Pro-Russian protesters respond to a Ukraine peace deal: 'We're not leaving'(Read article summary)
Less than 24 hours after it was signed by officials from Russia, Ukraine, the US, and the EU, the ambitious roadmap to defuse Ukrainian tensions was showing cracks.
Sergei Grits / AP
A daily roundup of terrorism and security issues
Just one day after negotiators reached a deal in Geneva to ease the Ukrainian crisis – a surprising accomplishment given the challenges and low expectations for the meeting – doubts were mounting about whether the pact could ever become the long-term solution they sought.
Skepticism about how strictly Kiev and Moscow will adhere to the agreement were quickly voiced by all sides of the crisis, from the pro-Russian separatists in eastern Ukraine to US President Barack Obama.
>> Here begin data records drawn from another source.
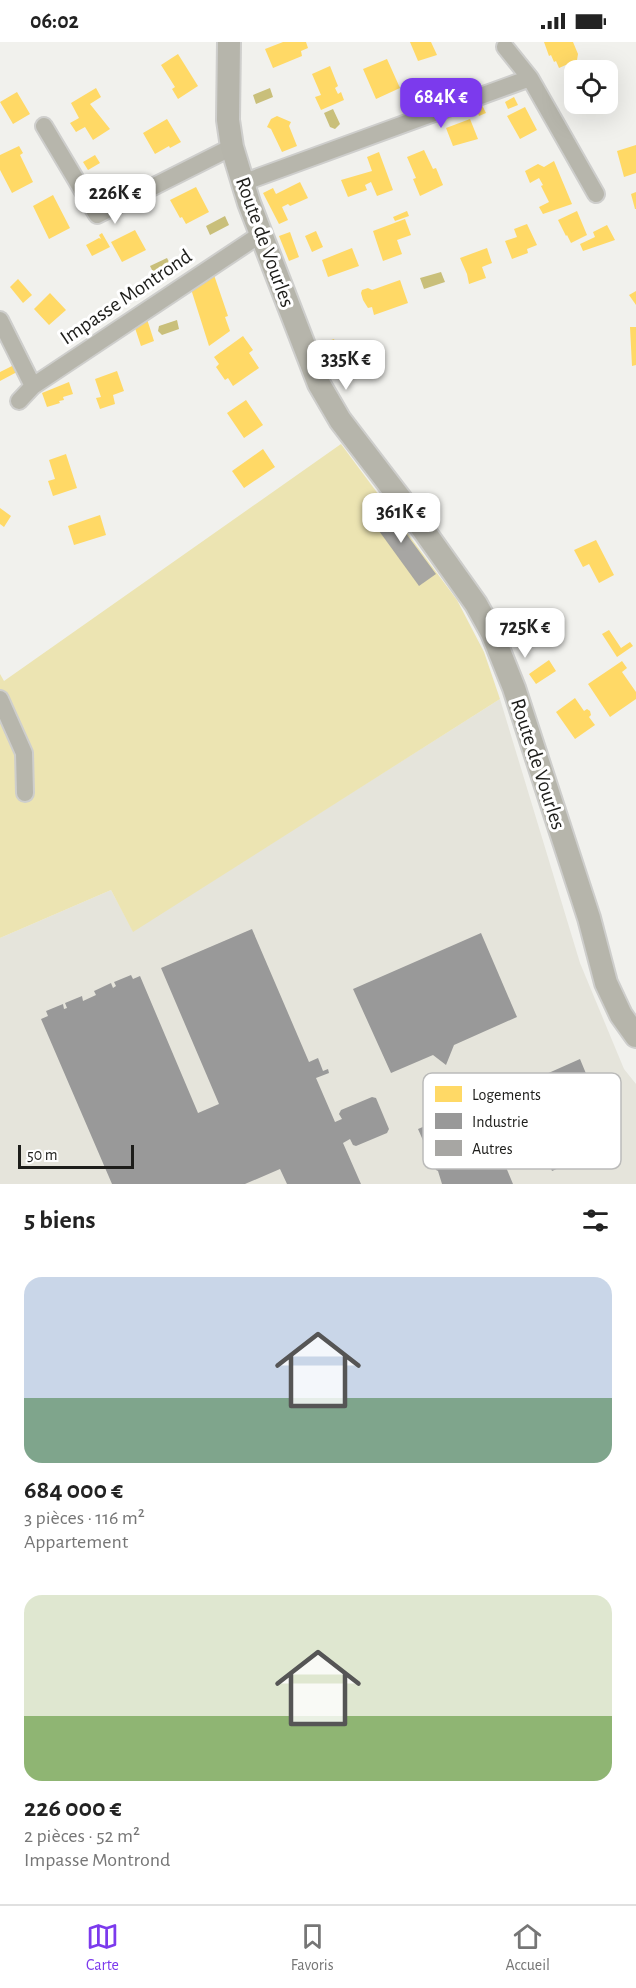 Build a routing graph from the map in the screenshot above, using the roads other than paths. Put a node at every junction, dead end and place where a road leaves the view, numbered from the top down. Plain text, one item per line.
1 (229, 42) edge
2 (505, 47) dead end
3 (530, 78) junction
4 (44, 126) dead end
5 (232, 147) junction
6 (242, 183) junction
7 (596, 194) dead end
8 (261, 234) junction
9 (0, 320) edge
10 (33, 386) junction
11 (19, 400) dead end
12 (0, 699) edge
13 (26, 794) dead end
14 (595, 943) junction
15 (636, 1011) edge
16 (636, 1036) edge

1 - 5 street, Route de Vourles
2 - 3 street
3 - 6 street
3 - 7 street
4 - 5 street
5 - 6 street, Route de Vourles
6 - 8 street, Route de Vourles
8 - 10 street, Impasse Montrond
8 - 14 street, Route de Vourles
9 - 10 street
10 - 11 street, Impasse Montrond
12 - 13 street
14 - 15 street, Route de Vourles
14 - 16 street, Route de Vourles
Pro-Russia separatists in Donetsk told the BBC that their group planned to stay put in the government building they’ve been occupying. That defies a key clause of the Geneva deal: that all demonstrators – both in eastern Ukraine and in Kiev – lay down arms, and that the seized buildings be vacated.
Explaining their rationale, protesters in Donetsk said that the interim government in Kiev is “illegal” and pledged not to back down until its members evacuate the parliament and presidential offices.
Protesters also expressed anger at Russian Foreign Minister Sergei Lavrov for forging a deal with the West, the CNN reports. “Lavrov did not sign anything for us, he signed on behalf of the Russian Federation," Denis Pushilin, head of the self-declared Donetsk People's Republic, told reporters in the city.
And in nearby Luhansk, one militia member told Reuters that the Geneva deal had no bearing on his group's aims. "Everything on the ground is the same as it was yesterday and the day before and the day before that,” he said. “We're not leaving."
The key elements of the Geneva pact include the end of violence, the disbanding of illegal armed groups, monitoring by the Organization for Security and Cooperation in Europe, and constitutional reforms for Ukraine, including outreach to all of Ukraine’s constituencies, the Christian Science Monitor reported.
But The Wall Street Journal pointed out that the deal "left many issues unanswered, chief among them who will disarm the militants who have occupied government buildings and commandeered military vehicles from Ukrainian soldiers with apparent ease.”
The pact also made no formal provisions for the withdrawal of Russian troops amassed along the Ukrainian border, even though US Secretary of State John Kerry told reporters that Moscow indicated an intent to do this. “Assuming this can de-escalate, and it does de-escalate ... they [Russia] are absolutely prepared to begin to respond with respect to troops in larger numbers,” he said according to the White House transcript of his Geneva remarks.
President Obama, speaking after the deal was announced, said such steps were only a possibility. There was the "prospect that diplomacy may de-escalate the situation," Obama told reporters. “My hope is that we actually do see follow-through over the next several days, but I don't think – given past performance – that we can count on that."
As the deal was being inked in Geneva, Russian President Vladimir Putin reminded Russians of his parliamentary permission to use force in Ukraine during his annual public press conference. But he expressed "hope" that he wouldn't have to exercise this right.
Whether the deal has any impact on the crisis should be known by the end of the weekend. Kerry warned that if there is no pullback by pro-Russian groups, Moscow will face the costs – likely tougher sanctions.